◆ Work instruction ◆
Run through the records and show each line that includes the string "roads".

◆ Data ◆

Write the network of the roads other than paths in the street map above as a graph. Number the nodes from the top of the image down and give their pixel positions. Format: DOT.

--

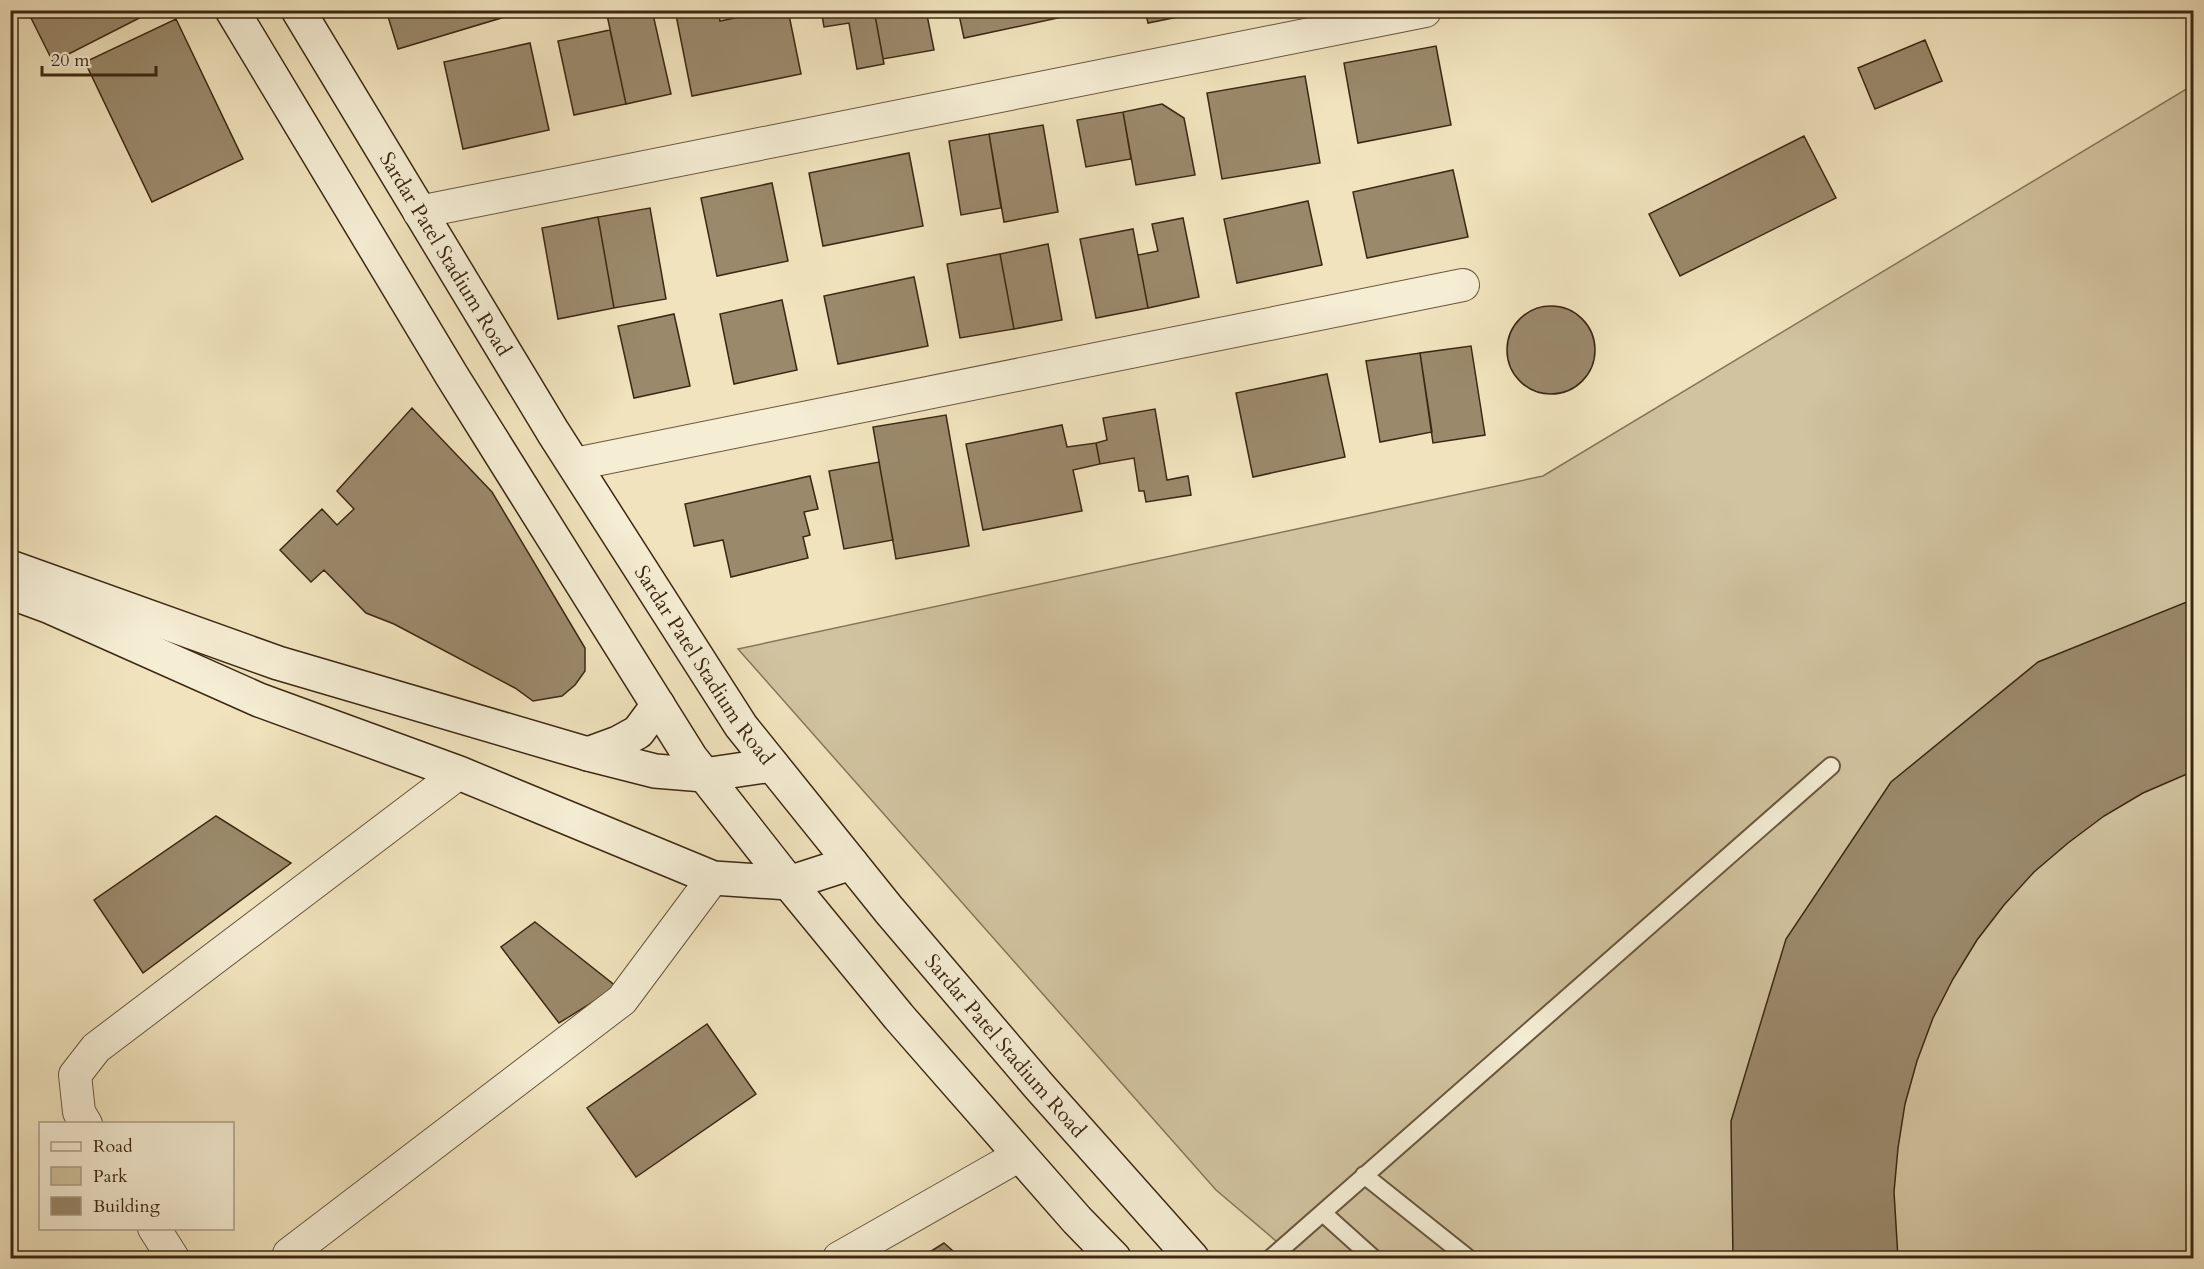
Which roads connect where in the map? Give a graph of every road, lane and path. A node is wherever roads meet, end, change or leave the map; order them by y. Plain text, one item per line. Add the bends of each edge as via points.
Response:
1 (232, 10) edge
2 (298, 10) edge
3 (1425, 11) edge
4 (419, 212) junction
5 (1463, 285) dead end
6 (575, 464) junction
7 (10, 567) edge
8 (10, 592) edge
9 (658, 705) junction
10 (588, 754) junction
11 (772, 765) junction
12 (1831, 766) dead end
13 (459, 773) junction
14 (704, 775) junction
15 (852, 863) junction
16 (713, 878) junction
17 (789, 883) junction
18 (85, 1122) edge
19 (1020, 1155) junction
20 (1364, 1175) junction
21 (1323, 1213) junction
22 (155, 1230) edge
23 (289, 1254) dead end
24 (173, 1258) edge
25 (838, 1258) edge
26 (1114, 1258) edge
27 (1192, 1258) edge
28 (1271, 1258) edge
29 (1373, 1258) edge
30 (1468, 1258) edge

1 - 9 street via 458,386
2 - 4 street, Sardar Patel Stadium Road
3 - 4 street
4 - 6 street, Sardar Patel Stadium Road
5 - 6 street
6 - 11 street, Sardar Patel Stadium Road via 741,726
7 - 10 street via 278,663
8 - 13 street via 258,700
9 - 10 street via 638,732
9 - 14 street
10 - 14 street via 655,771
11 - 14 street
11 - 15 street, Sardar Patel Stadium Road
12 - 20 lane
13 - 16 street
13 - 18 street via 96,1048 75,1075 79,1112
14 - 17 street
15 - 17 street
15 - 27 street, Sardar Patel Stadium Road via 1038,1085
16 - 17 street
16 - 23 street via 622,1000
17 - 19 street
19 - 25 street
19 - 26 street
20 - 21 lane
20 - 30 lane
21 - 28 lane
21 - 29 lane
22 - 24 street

◆ Solution to this problem ◆
Write the network of the roads other than paths in the street map above as a graph. Number the nodes from the top of the image down and give their pixel positions. Format: DOT.
Which roads connect where in the map? Give a graph of every road, lane and path. A node is wherever roads meet, end, change or leave the map; order them by y. Plain text, one item per line. Add the bends of each edge as via points.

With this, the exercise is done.